* Your goal
The answer must be an exact printing of every record below, with the pictures omitted.

* Data extract
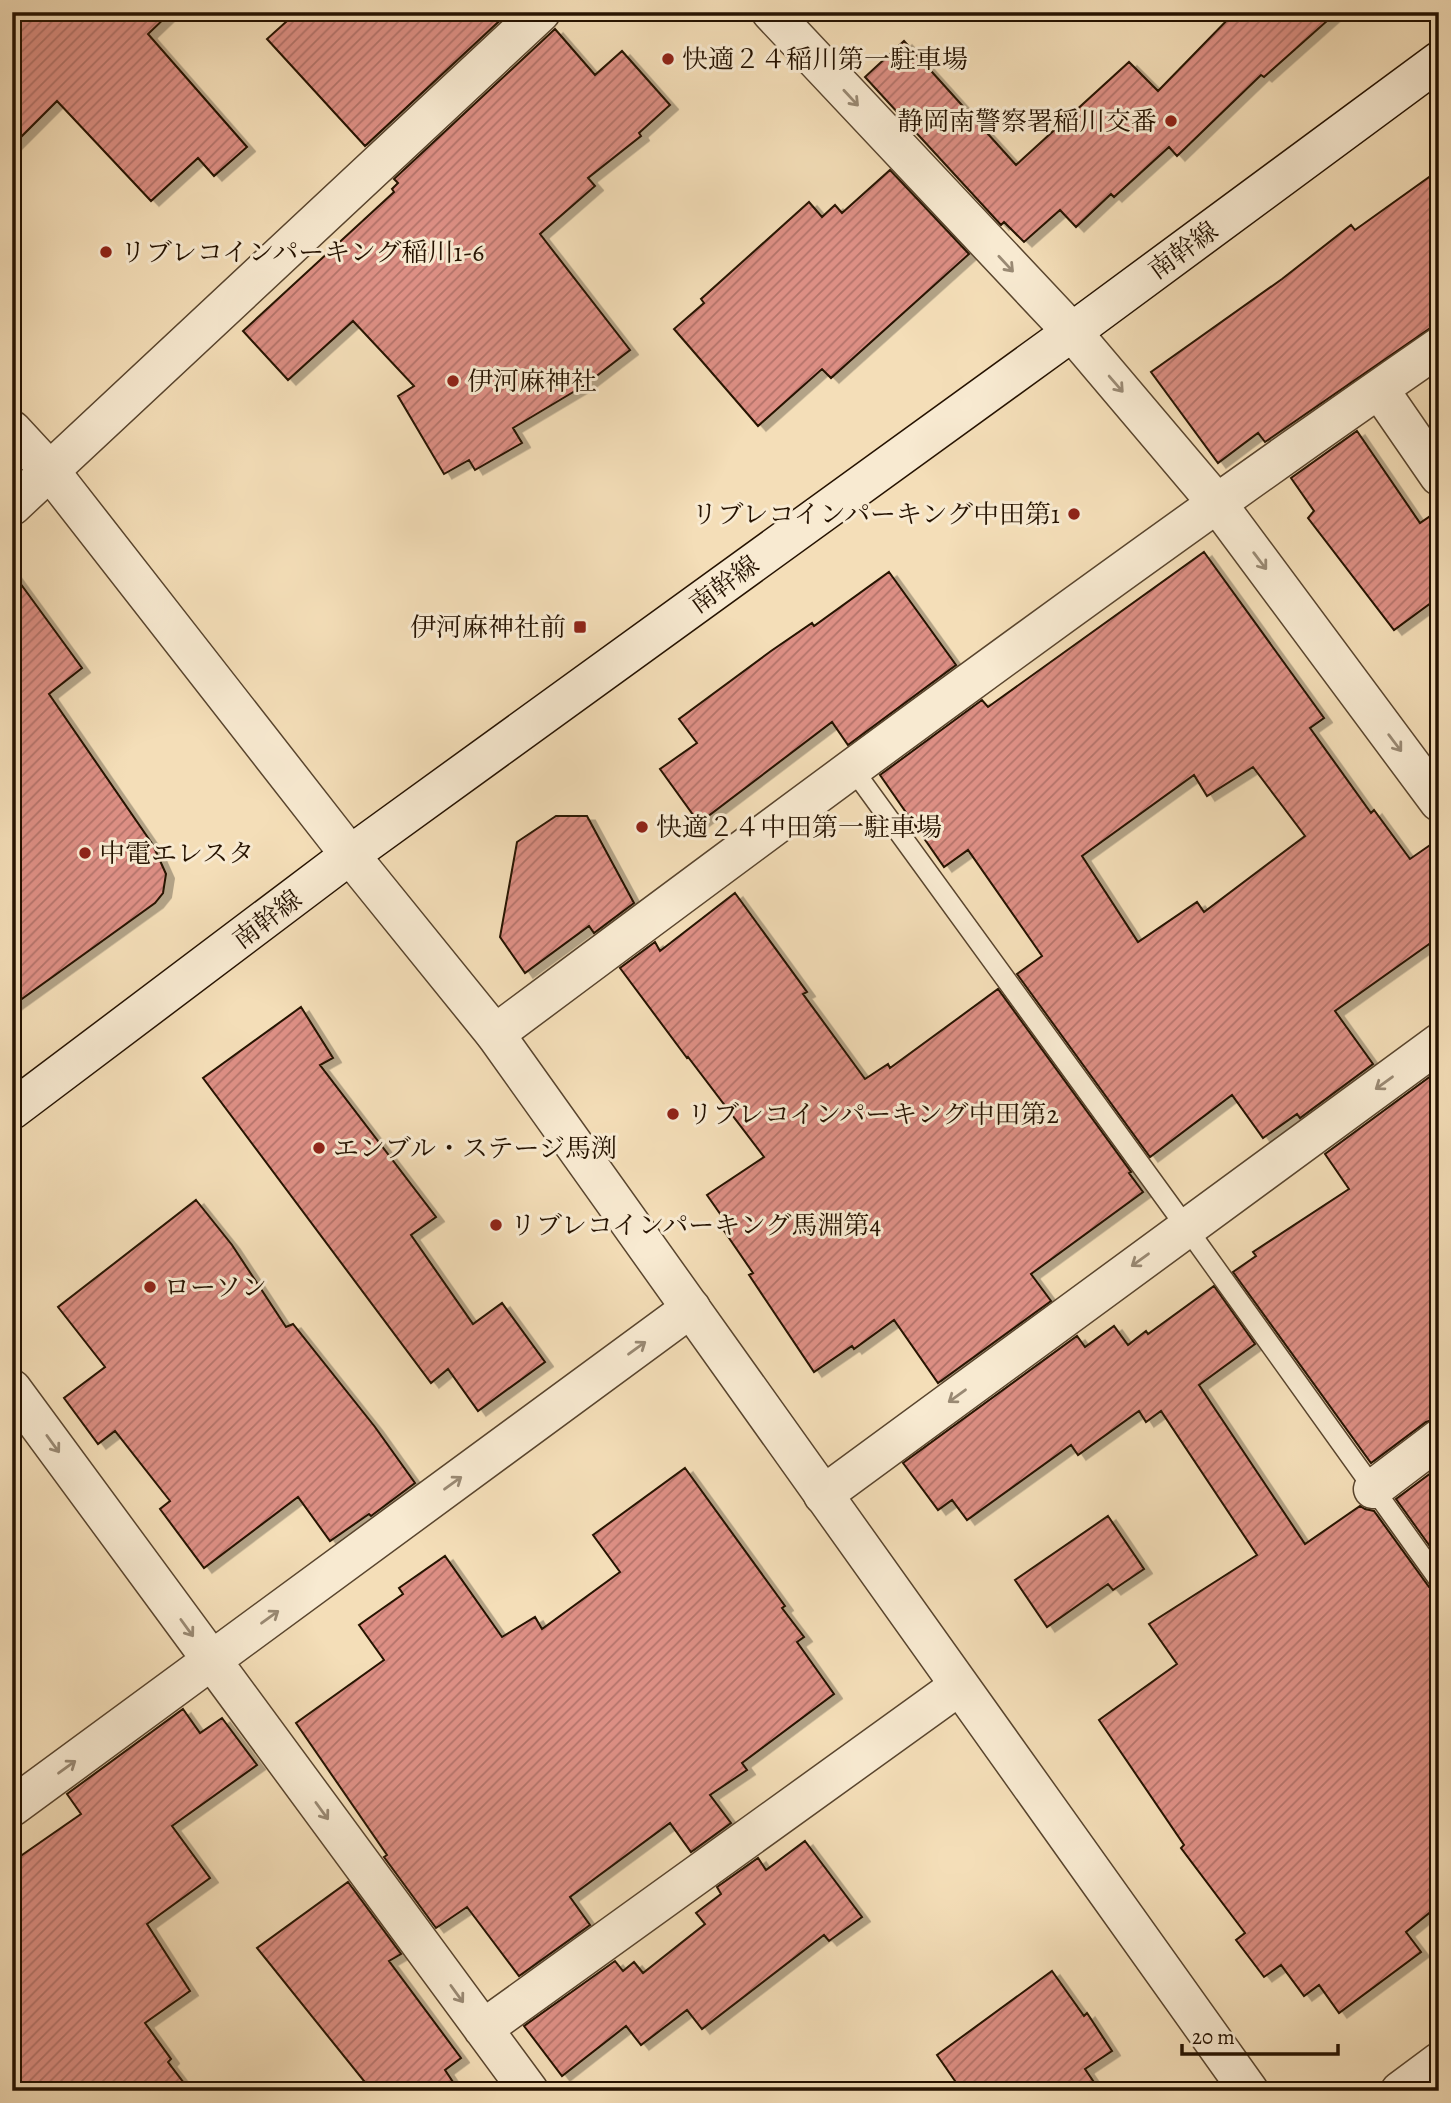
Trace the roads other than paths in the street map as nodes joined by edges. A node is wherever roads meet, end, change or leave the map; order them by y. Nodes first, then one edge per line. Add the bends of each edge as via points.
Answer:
1 (541, 12) edge
2 (771, 12) edge
3 (1439, 61) edge
4 (1072, 332) junction
5 (1439, 347) edge
6 (1378, 389) junction
7 (12, 430) edge
8 (50, 471) junction
9 (1439, 475) edge
10 (1216, 502) junction
11 (12, 506) edge
12 (852, 768) junction
13 (1439, 802) edge
14 (350, 856) junction
15 (495, 1034) junction
16 (1439, 1043) edge
17 (12, 1110) edge
18 (1186, 1227) junction
19 (691, 1308) junction
20 (12, 1389) edge
21 (1439, 1439) edge
22 (1373, 1489) junction
23 (823, 1495) junction
24 (1439, 1580) edge
25 (211, 1660) junction
26 (959, 1686) junction
27 (12, 1807) edge
28 (483, 2029) junction
29 (1439, 2062) edge
30 (529, 2091) edge
31 (1249, 2091) edge
32 (1400, 2091) edge

1 - 8 street
2 -> 4 street
3 - 4 street, 南幹線
4 -> 10 street
4 - 14 street, 南幹線
5 - 6 street
6 - 9 street
6 - 10 street
7 - 8 street
8 - 11 street
8 - 14 street
10 - 12 street
10 -> 13 street
12 - 15 street
12 - 18 lane
14 - 15 street
14 - 17 street, 南幹線
15 - 19 street
16 -> 18 street
18 - 22 lane
18 -> 23 street
19 - 23 street
25 -> 19 street
20 -> 25 street
21 - 22 street
22 - 24 lane
23 - 26 street
27 -> 25 street
25 -> 28 street
26 - 28 street
26 - 31 street
28 - 30 street
29 - 32 street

* Result below
Trace the roads other than paths in the street map as nodes joined by edges. A node is wherever roads meet, end, change or leave the map; order them by y. Nodes first, then one edge per line. Add the bends of each edge as via points.
Answer:
1 (541, 12) edge
2 (771, 12) edge
3 (1439, 61) edge
4 (1072, 332) junction
5 (1439, 347) edge
6 (1378, 389) junction
7 (12, 430) edge
8 (50, 471) junction
9 (1439, 475) edge
10 (1216, 502) junction
11 (12, 506) edge
12 (852, 768) junction
13 (1439, 802) edge
14 (350, 856) junction
15 (495, 1034) junction
16 (1439, 1043) edge
17 (12, 1110) edge
18 (1186, 1227) junction
19 (691, 1308) junction
20 (12, 1389) edge
21 (1439, 1439) edge
22 (1373, 1489) junction
23 (823, 1495) junction
24 (1439, 1580) edge
25 (211, 1660) junction
26 (959, 1686) junction
27 (12, 1807) edge
28 (483, 2029) junction
29 (1439, 2062) edge
30 (529, 2091) edge
31 (1249, 2091) edge
32 (1400, 2091) edge

1 - 8 street
2 -> 4 street
3 - 4 street, 南幹線
4 -> 10 street
4 - 14 street, 南幹線
5 - 6 street
6 - 9 street
6 - 10 street
7 - 8 street
8 - 11 street
8 - 14 street
10 - 12 street
10 -> 13 street
12 - 15 street
12 - 18 lane
14 - 15 street
14 - 17 street, 南幹線
15 - 19 street
16 -> 18 street
18 - 22 lane
18 -> 23 street
19 - 23 street
25 -> 19 street
20 -> 25 street
21 - 22 street
22 - 24 lane
23 - 26 street
27 -> 25 street
25 -> 28 street
26 - 28 street
26 - 31 street
28 - 30 street
29 - 32 street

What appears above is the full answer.